Pipe in Twilight Zone music. But things do improve
When told to review the ADA’s Evidence Analysis Library, to get the “facts” straight and ostensibly to see the errors of her ways, Annette went further and reviewed the rest of the science on the subject. She wrote a paper going through the science from the 1950s to the present demonstrating why we had no scientific support for our fear of saturated fat and cholesterol (see attached)
It appears that the ADA was not at all happy with this and in their letter of response, expressed their disappointment with Annette’s paper and accused her of asking her own questions instead of relying on the questions that had already been asked and answered. Quotes from apparently notable, but nameless, experts include one which started with, “while it’s great that Annette likes to think outside the realm of evidence…”
Another reviewer criticized Annette for presenting a “hodgepodge of papers.”
In their response letter, it is interesting to note that the ADA never once addressed the science and instead resorted to personal attacks.

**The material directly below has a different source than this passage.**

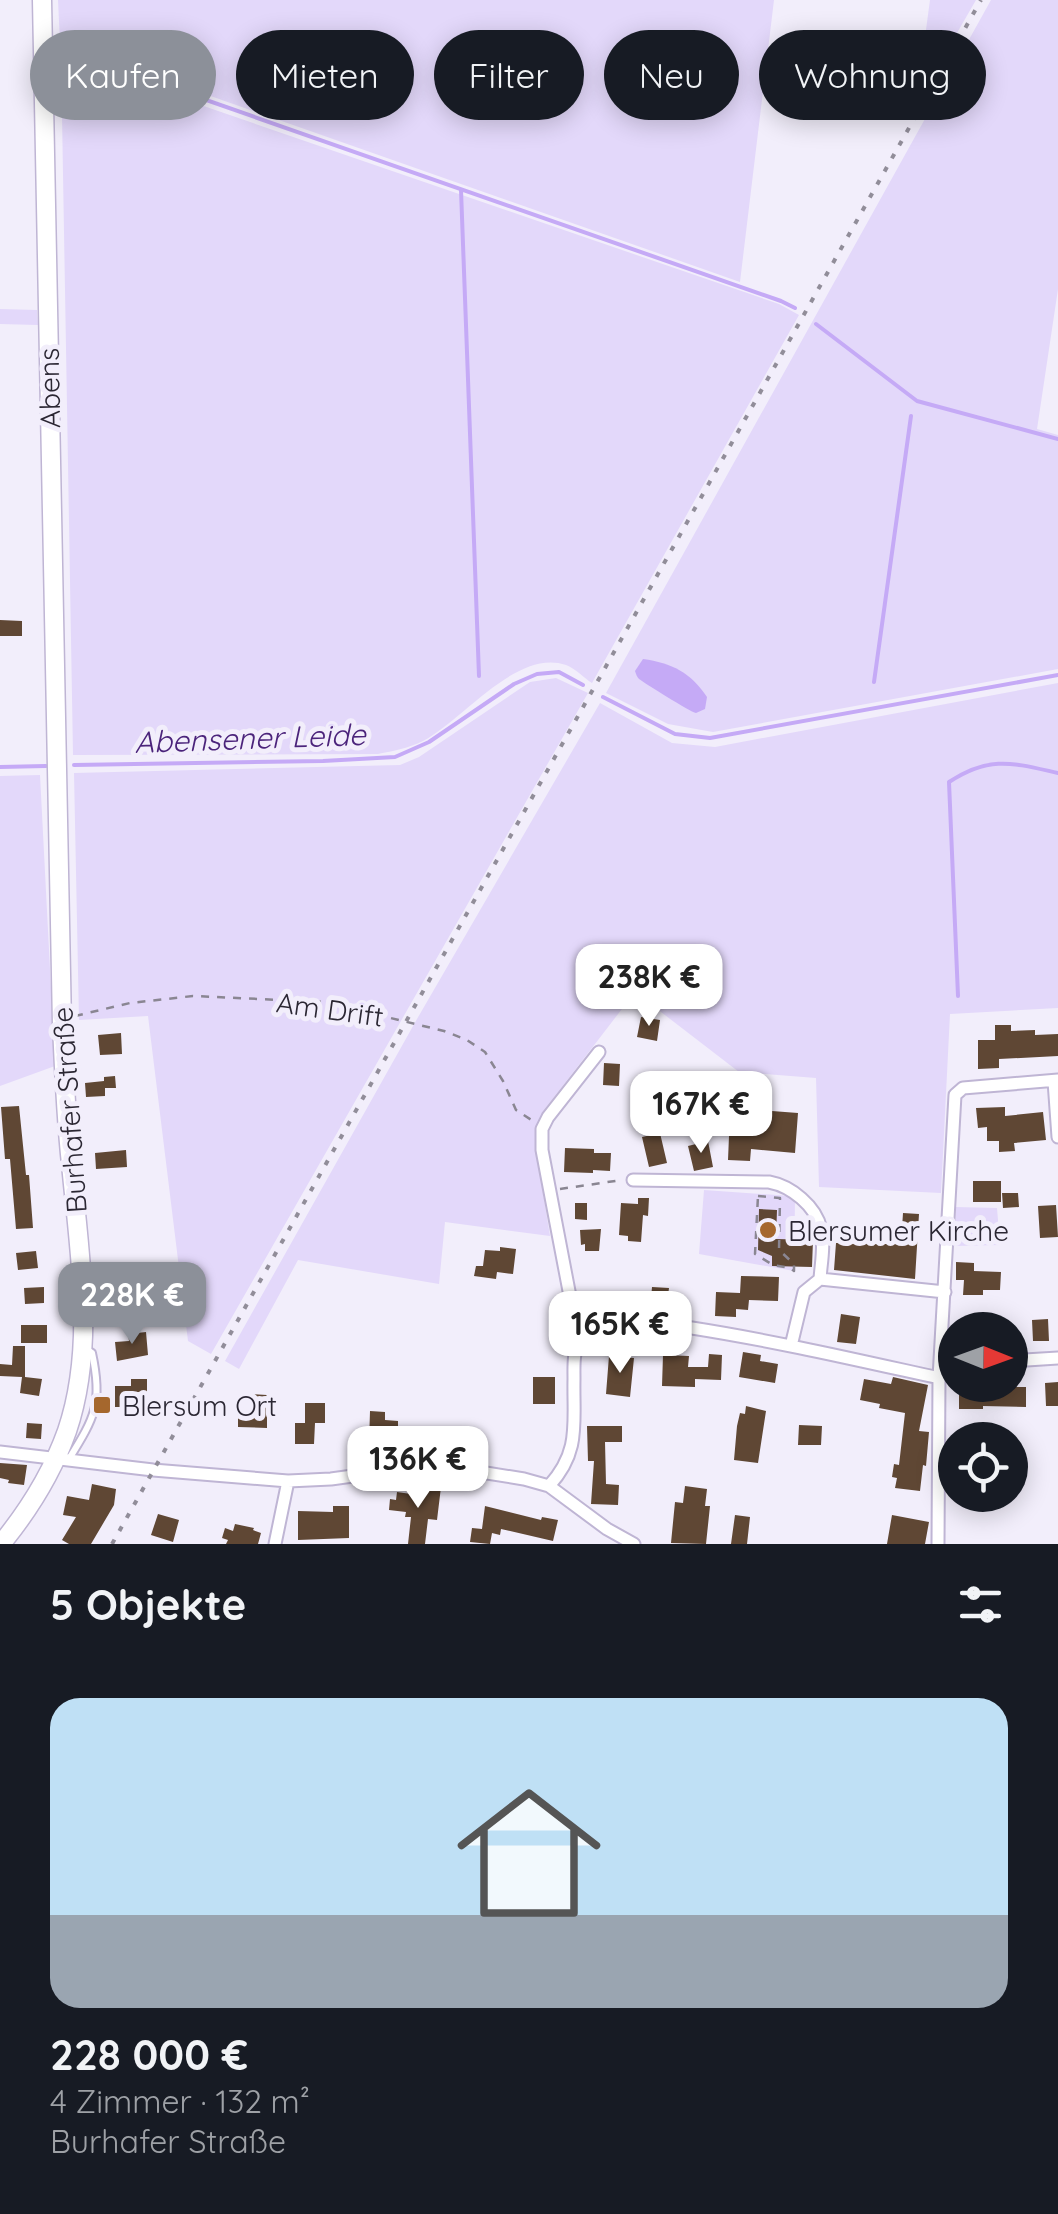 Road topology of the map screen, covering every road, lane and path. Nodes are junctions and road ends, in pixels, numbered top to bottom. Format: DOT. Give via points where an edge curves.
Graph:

However, since they could not refute the science, they could not revoke Annette’s license. Instead, they asked that she use a disclaimer when she talked about fat:
“The advice Annette Presley RD LD provides on lipid disorders is not sponsored, approved, recommended or endorsed by the FDA, NIH, USDA or the ADA (now AND) and you should consult a physician before taking her advice.”
Annette said that she was advised to use this for a year but decided to continue because the usual response she gets is, “Oh, then I want to hear what you have to say.”
In 2009 the ADA wrote that the matter was closed and they had verified that Annette was using the disclaimer. However, not long after breathing a sigh of relief at this decision, Annette received another letter from the ADA informing her that another complaint had been filed by the West Texas Dietetic Association, again concerning her views on fat. The ADA
informed them of the agreement and since Annette was using the disclaimer, the complaint did not go anywhere and Annette hasn’t heard a peep since.